Tong, Y. W. - Presenter, National University of Singapore
Sankarakumar, N., National University of Singapore

Virus transmitted diseases are one of the major global health challenges, especially in view of the fact that the existing antiviral therapeutics lose their effectiveness with time or due to viral mutations and lead to toxic side effects with prolonged usage. Hence there is an urgent need for the development of effective and safe alternatives to conventional antiviral drugs. In response to this, a novel approach of using high affinity polymeric receptors prepared by a molecular imprinting technique to “catch” viruses was proposed.

Molecular imprinting is a simple and promising technique that aids in replicating the recognition property of natural molecules like antibodies. This technique involves the creation of imprinted or recognition sites within a polymer matrix through the specific assembly of monomers around the template-to-be imprinted. Molecularly imprinted polymers (MIPs) can be tailored to have a wide range of chemical functionalities and mechanical properties and have been commercially useful in many applications such as separation and purification, analytical chemistry and sensing. In this research, we are following up on our recent work using MIP nanoparticles imprinted with viruses that have been shown to hinder viral infections with a novel virus-deactivation methodology through the encapsulation of silver nanoparticles.
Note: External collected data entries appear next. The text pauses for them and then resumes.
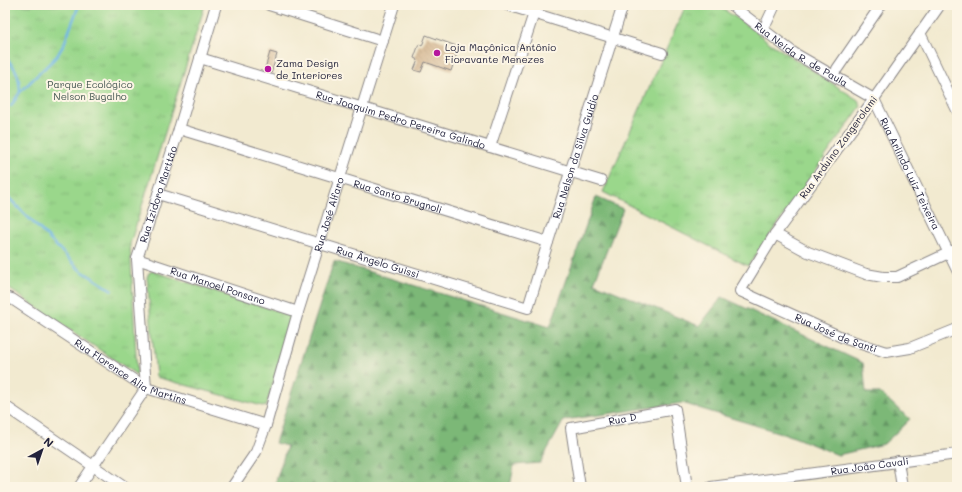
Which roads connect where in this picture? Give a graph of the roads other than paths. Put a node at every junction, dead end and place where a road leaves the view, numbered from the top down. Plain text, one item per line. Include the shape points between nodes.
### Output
1 (216, 5) edge
2 (269, 5) edge
3 (394, 5) edge
4 (507, 5) edge
5 (623, 5) edge
6 (731, 5) edge
7 (775, 5) edge
8 (881, 5) edge
9 (940, 5) edge
10 (534, 13) junction
11 (767, 22) dead end
12 (920, 33) junction
13 (613, 38) junction
14 (383, 41) junction
15 (662, 53) dead end
16 (200, 58) junction
17 (837, 69) dead end
18 (874, 99) junction
19 (362, 108) junction
20 (957, 110) edge
21 (179, 129) junction
22 (490, 147) junction
23 (570, 172) junction
24 (340, 178) junction
25 (601, 181) dead end
26 (158, 194) junction
27 (775, 234) junction
28 (548, 242) junction
29 (320, 244) junction
30 (953, 251) edge
31 (137, 259) junction
32 (957, 270) edge
33 (740, 291) joint
34 (5, 297) edge
35 (528, 308) joint
36 (298, 312) junction
37 (957, 329) edge
38 (146, 388) junction
39 (5, 406) edge
40 (266, 425) junction
41 (957, 454) edge
42 (898, 461) junction
43 (93, 466) junction
44 (79, 487) edge
45 (124, 487) edge
46 (232, 487) edge
47 (580, 487) edge
48 (687, 487) edge
49 (710, 487) edge
50 (902, 487) edge

1 - 16 street, Rua Izidoro Marttão
2 - 14 street
3 - 14 street, Rua José Alfaro
4 - 10 street
5 - 13 street, Rua Nelson da Silva Guidio
6 - 18 street, Rua Neida R. de Paula via 794,53
7 - 11 street
8 - 17 street
9 - 12 street, Rua Arduino Zangerolami
10 - 13 street
10 - 22 street
12 - 18 street, Rua Arduino Zangerolami
12 - 20 street
13 - 15 street
13 - 23 street, Rua Nelson da Silva Guidio
14 - 19 street, Rua José Alfaro
16 - 19 street, Rua Joaquim Pedro Pereira Galindo
16 - 21 street, Rua Izidoro Marttão
18 - 27 street, Rua Arduino Zangerolami
18 - 30 street, Rua Arlindo Luiz Teixeira
19 - 22 street, Rua Joaquim Pedro Pereira Galindo
19 - 24 street, Rua José Alfaro
21 - 24 street, Rua Santo Brugnoli
21 - 26 street, Rua Izidoro Marttão
22 - 23 street, Rua Joaquim Pedro Pereira Galindo
23 - 25 street, Rua Joaquim Pedro Pereira Galindo
23 - 28 street, Rua Nelson da Silva Guidio
24 - 28 street, Rua Santo Brugnoli
24 - 29 street, Rua José Alfaro
26 - 29 street, Rua Ângelo Guissi
26 - 31 street, Rua Izidoro Marttão
27 - 30 street via 808,252 866,274 883,277 897,277
27 - 33 street, Rua Arduino Zangerolami
28 - 35 street, Rua Nelson da Silva Guidio
29 - 35 street, Rua Ângelo Guissi
29 - 36 street, Rua José Alfaro
30 - 32 street, Rua Arlindo Luiz Teixeira
31 - 36 street, Rua Manoel Ponsano
31 - 38 street, Rua Izidoro Marttão
33 - 37 street, Rua José de Santi via 846,339 886,352 910,348
34 - 38 street, Rua Florence Alia Martins
36 - 40 street, Rua José Alfaro
38 - 40 street, Rua Florence Alia Martins
38 - 43 street
39 - 43 street
40 - 46 street, Rua José Alfaro via 256,452
41 - 42 street, Rua João Cavali
42 - 49 street, Rua João Cavali
42 - 50 street
43 - 44 street
43 - 45 street
47 - 48 street, Rua D via 570,428 675,409

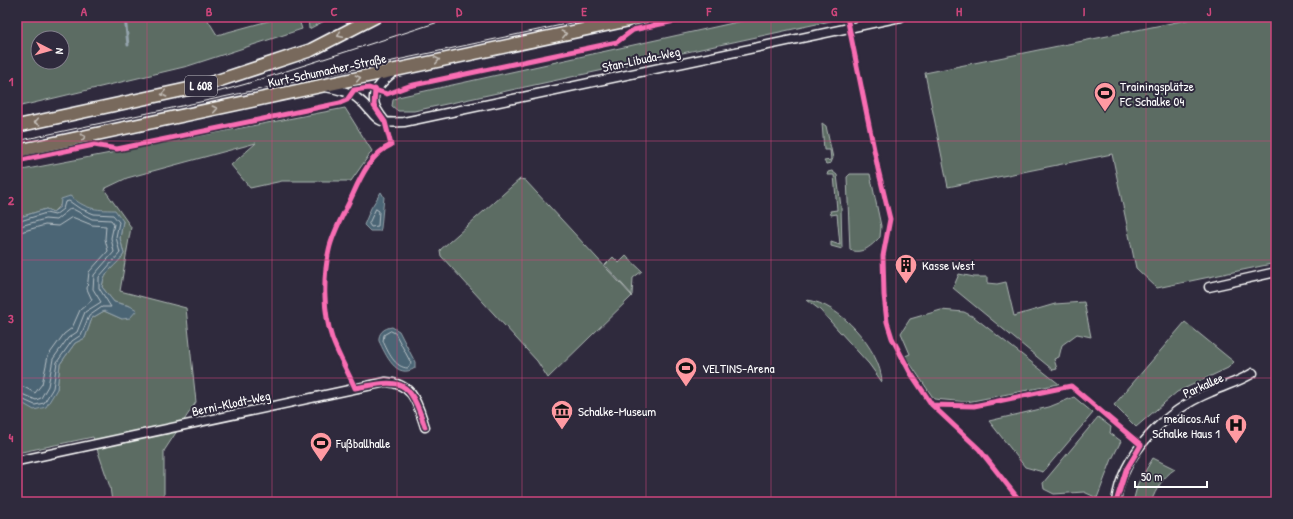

A simple bacteriophage was used as the model virus in this study. Dodecanethiol (DDT) capped silver (Ag) nanoparticles were synthesized through a reduction reaction. The Ag-DDT nanoparticles were encapsulated in a first stage of miniemulsion polymerization to prepare Ag-DDT encapsulated core particles. Subsequently, surface modifications to immobilize the virus and imprinting shell layer synthesis were performed to prepare the Ag-DDT core-shell virus imprinted nanoparticles (Ag-viMIPs). The Ag-viMIPs showed positive anti-viral effect that significantly hindered phage infection of host bacteria as compared to the controls. The nanosilver encapsulation did not affect the host cell growth and viability and the AgviMIPs and viMIPs (particles without Ag) displayed comparable adsorption behavior and antiviral activities. Primarily, Ag nanoparticles have been widely known only as an antibacterial agent, however, few recent studies have reported its effectiveness against many viral species. Hence Ag-encapsulated virus MIPs can be used as viral “sponge” which would adsorb, remove and inactivate adsorbed pathogenic viruses from contaminated water thereby regenerating the particles for subsequent use.